--- Information provided Enclosed Below ---

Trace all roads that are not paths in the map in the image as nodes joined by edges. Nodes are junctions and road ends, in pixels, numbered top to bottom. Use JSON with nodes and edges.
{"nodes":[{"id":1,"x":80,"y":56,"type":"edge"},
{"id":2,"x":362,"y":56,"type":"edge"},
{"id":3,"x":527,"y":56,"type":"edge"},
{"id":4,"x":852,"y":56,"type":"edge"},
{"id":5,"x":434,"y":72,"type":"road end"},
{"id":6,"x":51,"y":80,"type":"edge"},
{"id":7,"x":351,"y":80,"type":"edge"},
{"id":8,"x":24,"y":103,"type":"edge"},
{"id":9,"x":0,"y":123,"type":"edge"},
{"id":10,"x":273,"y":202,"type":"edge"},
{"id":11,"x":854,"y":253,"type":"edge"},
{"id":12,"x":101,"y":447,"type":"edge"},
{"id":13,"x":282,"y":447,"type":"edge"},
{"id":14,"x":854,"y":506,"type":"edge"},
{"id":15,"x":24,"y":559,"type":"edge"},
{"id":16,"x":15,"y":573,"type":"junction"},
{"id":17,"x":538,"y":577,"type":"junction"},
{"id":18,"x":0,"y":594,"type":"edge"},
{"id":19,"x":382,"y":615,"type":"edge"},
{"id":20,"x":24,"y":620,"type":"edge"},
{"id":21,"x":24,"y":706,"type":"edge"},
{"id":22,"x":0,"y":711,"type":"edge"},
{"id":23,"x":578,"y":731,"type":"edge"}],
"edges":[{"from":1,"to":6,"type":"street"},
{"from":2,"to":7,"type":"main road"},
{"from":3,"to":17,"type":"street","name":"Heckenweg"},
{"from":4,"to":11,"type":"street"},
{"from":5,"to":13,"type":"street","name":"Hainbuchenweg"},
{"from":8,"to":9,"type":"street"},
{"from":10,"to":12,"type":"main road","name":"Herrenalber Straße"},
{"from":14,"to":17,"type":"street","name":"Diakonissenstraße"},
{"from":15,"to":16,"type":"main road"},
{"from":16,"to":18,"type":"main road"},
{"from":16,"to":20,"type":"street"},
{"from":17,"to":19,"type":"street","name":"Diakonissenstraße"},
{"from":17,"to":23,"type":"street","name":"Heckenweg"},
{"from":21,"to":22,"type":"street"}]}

--- End of Enclosed Information provided ---

_Assignment_. Apply a filter for "edges" to the data above, then copy each line that matches.

_Solution for this exercise_.
Trace all roads that are not paths in the map in the image as nodes joined by edges. Nodes are junctions and road ends, in pixels, numbered top to bottom. Use JSON with nodes and edges.
"edges":[{"from":1,"to":6,"type":"street"},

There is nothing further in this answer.